Buffer zones around abortion centres would set a “dangerous precedent” for freedom of speech in the UK, free speech campaigners have warned.
Expressing their “grave concern” about the issue, the campaigners – who support abortion – have written a letter to seven councils currently considering introducing a Public Spaces Protection Order (PSPO).
Last month, Ealing Council voted unanimously to introduce the UK’s first abortion buffer zone, barring peaceful pro-life vigils from within 100 metres of a Marie Stopes abortion centre.
The letter – from Manifesto Club, Big Brother Watch, Index on Censorship, the Freedom Association and Peter Tatchell – says that Ealing’s PSPO was “so widely drawn as to impose potentially unlawful restrictions on the rights of freedom of assembly and freedom of expression”.

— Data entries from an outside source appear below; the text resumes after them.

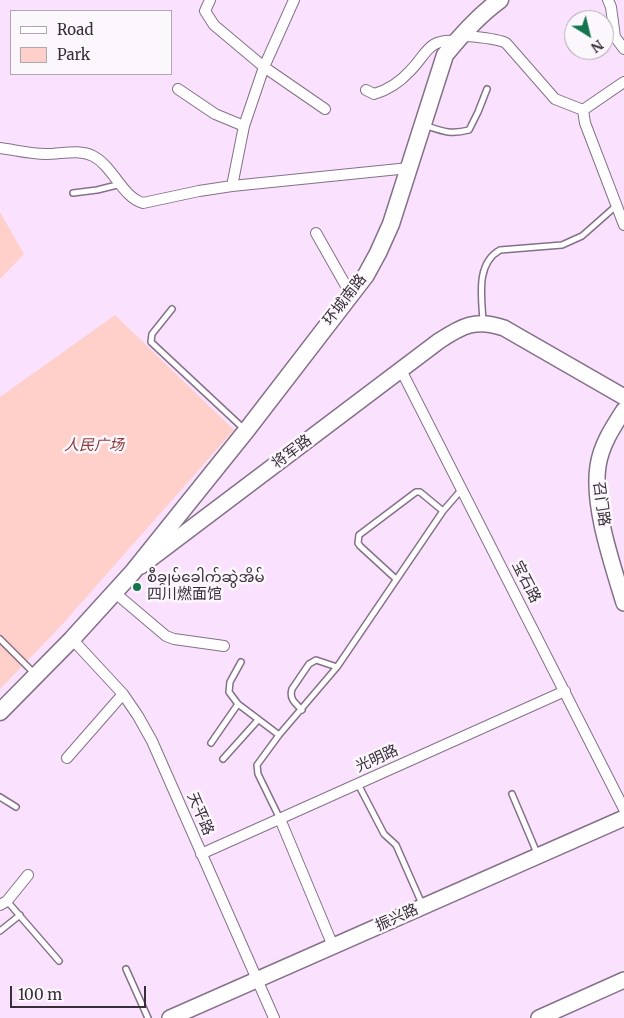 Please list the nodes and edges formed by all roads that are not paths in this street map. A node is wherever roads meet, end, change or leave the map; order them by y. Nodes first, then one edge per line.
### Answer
1 (210, 0) edge
2 (294, 0) edge
3 (500, 0) edge
4 (608, 0) edge
5 (459, 38) junction
6 (624, 48) edge
7 (264, 67) junction
8 (624, 82) edge
9 (178, 89) dead end
10 (488, 89) dead end
11 (366, 90) dead end
12 (325, 109) dead end
13 (583, 110) junction
14 (421, 124) junction
15 (244, 126) junction
16 (0, 148) edge
17 (408, 168) junction
18 (121, 184) junction
19 (232, 186) junction
20 (73, 193) dead end
21 (617, 206) junction
22 (624, 225) edge
23 (316, 233) dead end
24 (350, 293) junction
25 (172, 309) dead end
26 (483, 322) junction
27 (401, 370) junction
28 (624, 397) edge
29 (624, 410) edge
30 (246, 430) junction
31 (462, 489) junction
32 (192, 499) junction
33 (443, 511) junction
34 (211, 514) junction
35 (132, 573) junction
36 (396, 579) junction
37 (114, 592) junction
38 (624, 602) edge
39 (72, 639) junction
40 (0, 640) edge
41 (224, 646) dead end
42 (241, 662) dead end
43 (337, 667) junction
44 (36, 676) junction
45 (564, 691) junction
46 (123, 694) junction
47 (238, 704) junction
48 (302, 710) junction
49 (0, 712) edge
50 (258, 720) junction
51 (279, 735) junction
52 (211, 743) dead end
53 (67, 758) dead end
54 (223, 759) dead end
55 (358, 784) junction
56 (512, 794) dead end
57 (0, 797) edge
58 (16, 807) dead end
59 (624, 808) edge
60 (624, 818) edge
61 (280, 819) junction
62 (201, 854) junction
63 (538, 855) junction
64 (28, 876) dead end
65 (4, 903) edge
66 (423, 906) junction
67 (20, 915) junction
68 (0, 931) edge
69 (333, 946) junction
70 (59, 961) dead end
71 (126, 969) dead end
72 (256, 979) junction
73 (623, 982) edge
74 (148, 1018) edge
75 (170, 1018) edge
76 (274, 1018) edge
77 (541, 1018) edge

1 - 7 street
2 - 7 street
3 - 5 main road, 环城南路
4 - 6 street
5 - 11 street
5 - 13 street
5 - 14 main road, 环城南路
7 - 12 street
7 - 15 street
8 - 13 street
9 - 15 street
10 - 14 lane
13 - 21 street
14 - 17 main road, 环城南路
15 - 19 street
16 - 18 street
17 - 19 street
17 - 24 main road, 环城南路
18 - 19 street
18 - 20 lane
21 - 22 street
21 - 26 lane
23 - 24 street
24 - 30 main road, 环城南路
25 - 30 lane
26 - 27 main road, 将军路
26 - 28 main road
27 - 31 street, 宝石路
27 - 34 main road, 将军路
29 - 38 main road, 召门路
30 - 32 main road, 环城南路
31 - 33 lane
31 - 45 street, 宝石路
32 - 34 main road
32 - 35 main road, 环城南路
33 - 36 lane
33 - 36 lane
34 - 35 main road, 将军路
35 - 37 main road, 将军路
36 - 43 lane
37 - 39 main road, 将军路
37 - 41 street
39 - 44 main road, 将军路
39 - 46 street, 天平路
40 - 44 lane
42 - 47 lane
43 - 48 lane
43 - 48 lane
44 - 49 main road, 将军路
45 - 55 street, 光明路
45 - 59 street, 宝石路
46 - 53 street
46 - 62 street, 天平路
47 - 50 lane
47 - 52 lane
48 - 51 lane
50 - 51 lane
50 - 54 lane
51 - 61 lane
55 - 61 street, 光明路
55 - 66 lane
56 - 63 lane
57 - 58 lane
60 - 63 main road, 振兴路
61 - 62 street, 光明路
61 - 69 street
62 - 72 street, 天平路
63 - 66 main road, 振兴路
64 - 65 street
65 - 67 lane
66 - 69 main road, 振兴路
67 - 68 lane
67 - 70 lane
69 - 72 main road, 振兴路
71 - 74 lane
72 - 75 main road, 振兴路
72 - 76 street, 天平路
73 - 77 main road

“We would urge the council and police to use existing powers, targeting specific problems and violations of the law”, the letter added.
It was sent to councils in Lambeth, Richmond, Southwark, Portsmouth, Birmingham, Manchester and Leeds.
After Ealing Council’s decision, Elizabeth Howard, spokeswoman for campaign group Be Here For Me, described the PSPO as “a draconian ban that will criminalise ordinary citizens who just want to offer help to vulnerable young women outside abortion clinics”. The ban is currently being challenged in the High Court.
Also last month, a city council’s bid to silence a pro-life campaign was thrown out of court, in a case that challenged the “fundamental right of citizens to express themselves peacefully in public”.
Judge Richard Owen QC said there was no evidence to support an injunction against the organiser of a 40 Days for Life vigil in Nottingham.
The pro-life group welcomed the decision, saying there would have been “disturbing implications for freedom of speech and religious freedom” had the injunction remained in place.